- Origin: Pokrov(Ordzho), Ukraine
- Genres: Nu metal, hardcore punk^{[citation needed]}
- Years active: 1998–present
- Label: Moon Records Ukraine
- Members: Yevhen Lashko Dmytro Kustikov Oleksandr Stepanenko Vitaliy Kuznetsov Oleksandr Kukhtin Valery Klepikov
- Past members: Andriy Diadiura Oleksandr Yefymenko Yevhen Lashko Serhiy Maryshev Oleksa Fisiuk Anton Yelisin
- Website: Skinhate

= Skinhate =

Ukrainian band

Skinhate (Скінхейт) is a nu metal/hardcore band from Pokrov, Ukraine.

== History ==
In fact, the history of the band began in the summer of 1994, when Oleksandr Kukhtin, Oleksandr Stepanenko, Andriy Diadiura, Vitaliy Kuznetsov and Oleksandr Yefymenko, changing the names ("Nekropedofil", "Godless", "Virgin Cunt") began to give concerts in small towns of Ukraine. In this period it was created a number of songs that have become mega hit in the era immediately "SkinHate".

In 1998, the band took the name "Hate", which was later changed to "SkinHate".

The first concert took place in Kyiv in 1999. By this time the group has managed to record their own album called "Skinhate", after rewriting Moon Records called "War in heads". The album is dedicated to the memory of one of Andriy 'Yuryk' Diadiura, one of band founders who was killed in 2000.

In 2002 SkinHate recorded the second album – "Ticket to paradise."

In 2006 the band released their 3rd album "All around". Their fourth studio album, entitled НеЯкУсі was released on 1 July 2016. НеЯкУсі was their first album recorded with a new lineup after their guitarist was replaced, and consisted of songs written between 2007–2012. The album was first set to be performed live at the Faine Misto Festival in Ternopil.

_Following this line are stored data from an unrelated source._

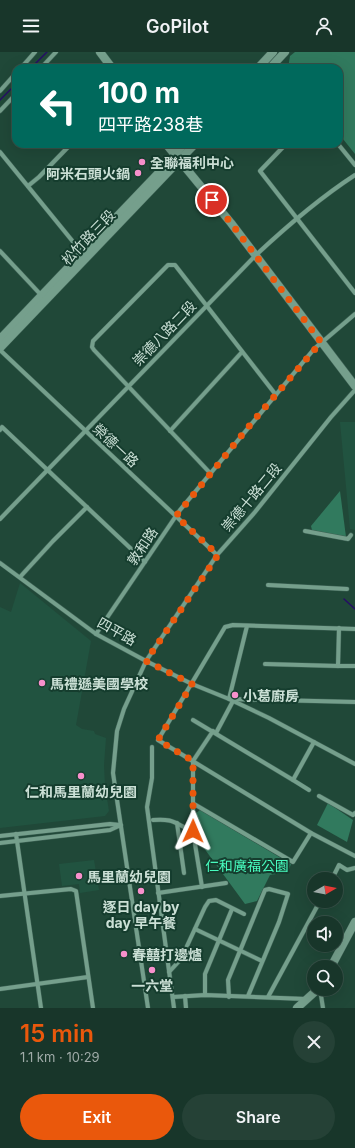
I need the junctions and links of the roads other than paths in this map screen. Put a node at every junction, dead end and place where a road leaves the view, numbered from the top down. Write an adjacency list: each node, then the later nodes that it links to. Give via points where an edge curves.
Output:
1 (36, 52): 7 (street)
2 (56, 52): 8 (street)
3 (95, 52): 9 (street)
4 (100, 52): 10 (street)
5 (285, 52): 12 (street)
6 (270, 53): 11 (street)
7 (25, 64)
8 (45, 64)
9 (104, 64)
10 (109, 64)
11 (261, 64)
12 (275, 64)
13 (12, 78): 14 (street)
14 (0, 91)
15 (12, 98): 16 (street)
16 (0, 112)
17 (67, 148): 28 (street)
18 (169, 148): 25 (street)
19 (174, 148): 25 (street)
20 (182, 148): 25 (street, 松竹路三段)
21 (191, 148): 25 (street, 松竹路三段)
22 (282, 148): 29 (street, via 260,171)
23 (341, 148): 26 (street)
24 (0, 152): 28 (street)
25 (177, 158): 31 (street, 松竹路三段); 32 (street)
26 (355, 165)
27 (355, 175): 29 (street, 崇德八路二段, via 330,191)
28 (28, 186): 31 (street)
29 (296, 219): 32 (street, 崇德八路二段); 33 (street)
30 (0, 251): 34 (street)
31 (84, 255): 34 (street, 松竹路三段)
32 (256, 255): 35 (street, 崇德八路二段); 38 (street)
33 (355, 294)
34 (44, 298): 37 (street, 松竹路三段); 39 (street, 松竹路三段)
35 (206, 306): 40 (street); 41 (street, 崇德八路二段); 41 (street, via 175,265 168,265 92,344 94,350)
36 (355, 314): 38 (street, 敦和路)
37 (0, 339)
38 (321, 342): 42 (street); 44 (street, 敦和路)
39 (0, 349): 46 (street, 榮德一路)
40 (242, 352): 44 (street); 47 (street)
41 (128, 386): 46 (street, 崇德八路二段); 47 (street)
42 (355, 386)
43 (355, 390): 55 (street, 崇德十路二段)
44 (276, 395): 49 (street, 敦和路)
45 (0, 430): 48 (street, via 2,427)
46 (86, 431): 48 (street, 崇德八路二段); 51 (street, 榮德一路)
47 (170, 431): 49 (street)
48 (48, 470): 50 (street); 52 (street, 崇德八路二段)
49 (211, 474): 51 (street, 敦和路)
50 (87, 507): 56 (street); 58 (street)
51 (176, 516): 55 (street, 榮德一路); 56 (street, 敦和路)
52 (0, 519)
53 (305, 530): 54 (street, via 348,539)
54 (351, 535)
55 (218, 555): 65 (street, 崇德十路二段)
56 (144, 562): 64 (street, 敦和路)
57 (0, 563): 58 (street, 四平路)
58 (20, 577): 64 (street, 四平路)
59 (268, 585): 60 (street)
60 (347, 589)
61 (247, 626): 62 (street); 69 (street, via 225,627); 70 (street)
62 (339, 628): 63 (street); 67 (street)
63 (355, 629)
64 (96, 634): 65 (street, 四平路)
65 (146, 661): 69 (street, 四平路); 85 (street, 崇德十路二段, via 124,708 117,731 113,773)
66 (265, 664): 67 (street)
67 (338, 666): 68 (street)
68 (355, 666)
69 (192, 684): 70 (street, 四平路); 76 (street, via 158,740)
70 (231, 700): 71 (street, 四平路); 73 (street); 74 (street)
71 (355, 702)
72 (193, 720): 73 (street)
73 (214, 732): 76 (street); 78 (street)
74 (314, 742): 77 (street); 78 (street)
75 (152, 747): 98 (street, via 152,778 147,807)
76 (193, 761): 81 (street); 86 (street)
77 (355, 764)
78 (293, 780): 79 (street)
79 (309, 790)
80 (319, 796): 82 (street, via 353,815)
81 (194, 804): 84 (street, via 193,831); 86 (street, via 293,862)
82 (355, 813)
83 (153, 820): 84 (street, via 173,820)
84 (177, 823): 95 (street)
85 (121, 825): 87 (street); 89 (street, via 110,830); 125 (street, 崇德十路二段)
86 (311, 833): 92 (street)
87 (16, 834): 88 (street); 89 (street)
88 (0, 836)
89 (17, 841): 90 (street); 99 (street)
90 (0, 843)
91 (195, 844): 97 (street)
92 (355, 856)
93 (355, 868): 94 (street, via 347,870 340,865)
94 (336, 872)
95 (184, 873)
96 (226, 883): 97 (street)
97 (202, 887): 98 (street)
98 (158, 893): 110 (street)
99 (24, 894): 100 (street); 111 (street, via 71,889 76,891); 112 (street)
100 (0, 896)
101 (316, 908): 121 (street)
102 (232, 909): 103 (street); 105 (street, via 216,900 209,901); 106 (street)
103 (244, 914)
104 (355, 922): 109 (street)
105 (195, 929): 106 (street); 110 (street, via 181,959)
106 (219, 940): 107 (street); 114 (street, via 205,974)
107 (240, 950): 108 (street); 108 (street, via 265,890 269,888 288,894); 120 (street, via 228,980)
108 (262, 960): 116 (street)
109 (335, 960)
110 (170, 972): 119 (street)
111 (88, 977): 112 (street); 124 (street)
112 (37, 984): 113 (street); 123 (street)
113 (0, 989)
114 (205, 995): 115 (street); 120 (street)
115 (185, 996): 119 (street); 127 (street)
116 (248, 996): 120 (street); 121 (street)
117 (311, 996): 122 (street)
118 (320, 996): 129 (street)
119 (173, 997): 126 (street)
120 (229, 997)
121 (268, 997): 122 (street)
122 (307, 999): 128 (street)
123 (41, 1008)
124 (93, 1008)
125 (148, 1008)
126 (174, 1008)
127 (186, 1008)
128 (297, 1008)
129 (323, 1008)

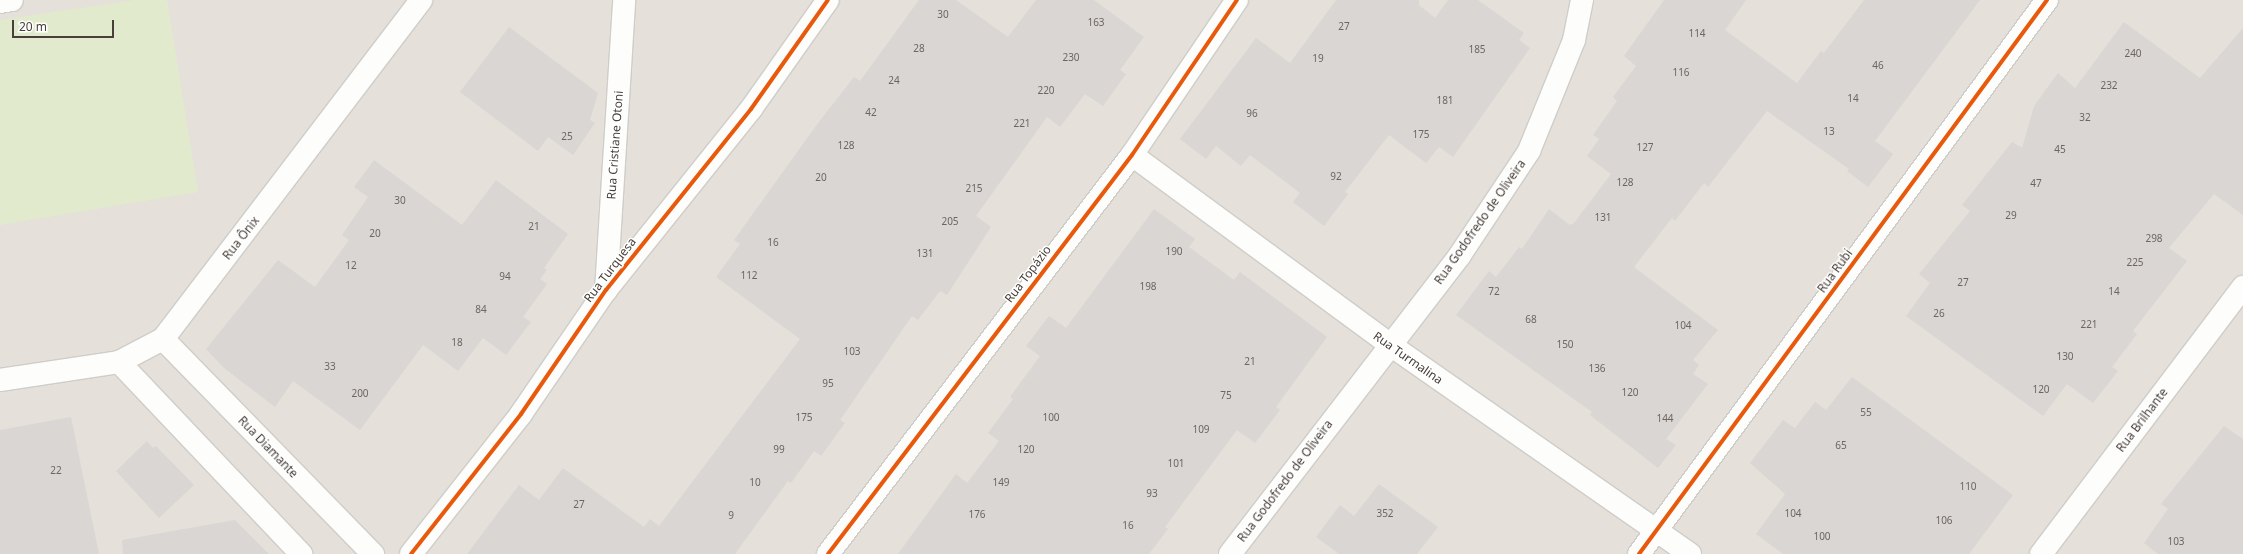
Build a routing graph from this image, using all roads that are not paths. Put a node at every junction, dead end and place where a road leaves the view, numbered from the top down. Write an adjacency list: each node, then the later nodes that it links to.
1 (12, 0): 8 (street)
2 (421, 0): 12 (street, Rua Ônix)
3 (624, 0): 11 (street, Rua Cristiane Otoni)
4 (828, 0): 11 (street, Rua Turquesa)
5 (1237, 0): 9 (street, Rua Topázio)
6 (1582, 0): 13 (street, Rua Godofredo de Oliveira)
7 (2047, 0): 16 (street, Rua Rubi)
8 (0, 2)
9 (1132, 155): 13 (street, Rua Turmalina); 20 (street, Rua Topázio)
10 (2243, 287): 24 (street, Rua Brilhante)
11 (606, 290): 19 (street, Rua Turquesa)
12 (163, 339): 14 (street, Rua Ônix); 18 (street, Rua Diamante)
13 (1389, 344): 16 (street, Rua Turmalina); 21 (street, Rua Godofredo de Oliveira)
14 (119, 362): 15 (street, Rua Ônix); 17 (street)
15 (0, 380)
16 (1657, 530): 22 (street, Rua Rubi); 23 (street, Rua Turmalina)
17 (301, 554)
18 (373, 554)
19 (411, 554)
20 (828, 554)
21 (1230, 554)
22 (1639, 554)
23 (1690, 554)
24 (2041, 554)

In January 2023, the band came under fire after musician Yuriy Bondarchuk highlighted the band's homophobic and misogynistic lyrics from early in their career, specifically in the albums "Війна в головах" and "Квиток до раю", and subsequently the band received calls to be removed from The Best Ukrainian Metal Act (BUMA) ceremony. The scandal caused the host, Yevhen Tymchyk of The Nietzsche and Septa, to withdraw from BUMA. Skinhate responded by stating they no longer performed the songs containing homophobic lyrics besides "Паскуда", as it was one of their most popular songs, and said the lyrics were done in a joking manner.

==Members==
- Active members
- Dmytro Kustikov 'Kust' (Дмитро Кустіков 'Куст') – vocal
- Oleksandr Stepanenko 'Stepan' (Олександр Степаненко 'Степан') – guitar
- Vitaliy Kuznetsov 'Kuzma' (Віталій Кузнецов 'Кузьма') – bass guitar
- Oleksandr Kukhtin 'KyxXxtyA' (Олександр Кухтін 'КухХхтЯ') – drums

- Former members
- Andriy Diadiura 'Yuryk' (Андрій Дядюра 'Юрик') – vocal, guitar (1999–2001)
- Yevhen Lashko 'Zh.K.' (Євген Лашко 'Ж. К.') – vocal (1999–2006; 2008–2009)
- Serhiy Maryshev 'Banan' (Сергій Маришев 'Банан') – bass guitar (2004–2008)
- Oleksa Fisiuk (Олекса Фісюк) – bass guitar (2008–2010)
- Anton Yelisin 'Kalyna' (Антон Єлісін 'Калина') – bass guitar (2000–2002)
- Oleksandr Yefymenko 'Yefym' (Олександр Єфименко 'Єфим') – vocal

==Discography==
- Studio albums
- 2001 – Війна в головах (Viyna v holovakh, War in heads)
- 2002 – Квиток до раю (Kvytok do raiu, Ticket to paradise)
- 2003 – Війна в головах + bonus (Viyna v holovakh + bonus, War in heads + bonus; re-released)
- 2004 – Hatemix
- 2006 – Навкруги (Navkruhy, All around)
- 2016 – НеЯкУсі (NeYakUsi, Not like everyone else)

- Singles
- 2010 – ZDATEN (Able)
- 2011 – Bull-Dozer
- 2011 – Грань (Hran, Edge)
- 2015 – Як усі (YakUsi, Like everyone else)

==Videography==
- "Грань" / "Hran"
- "32"

== Interesting facts ==
- Despite the name, guys have no relation to the movement of skinheads and neo-Nazis, but such name has become an obstacle to the publication of their albums in Russia.
- Skinhate's musical style was influenced by such bands: Slayer, Korn, Sepultura, Slipknot, Soulfly, Biohazard, Machine Head and more.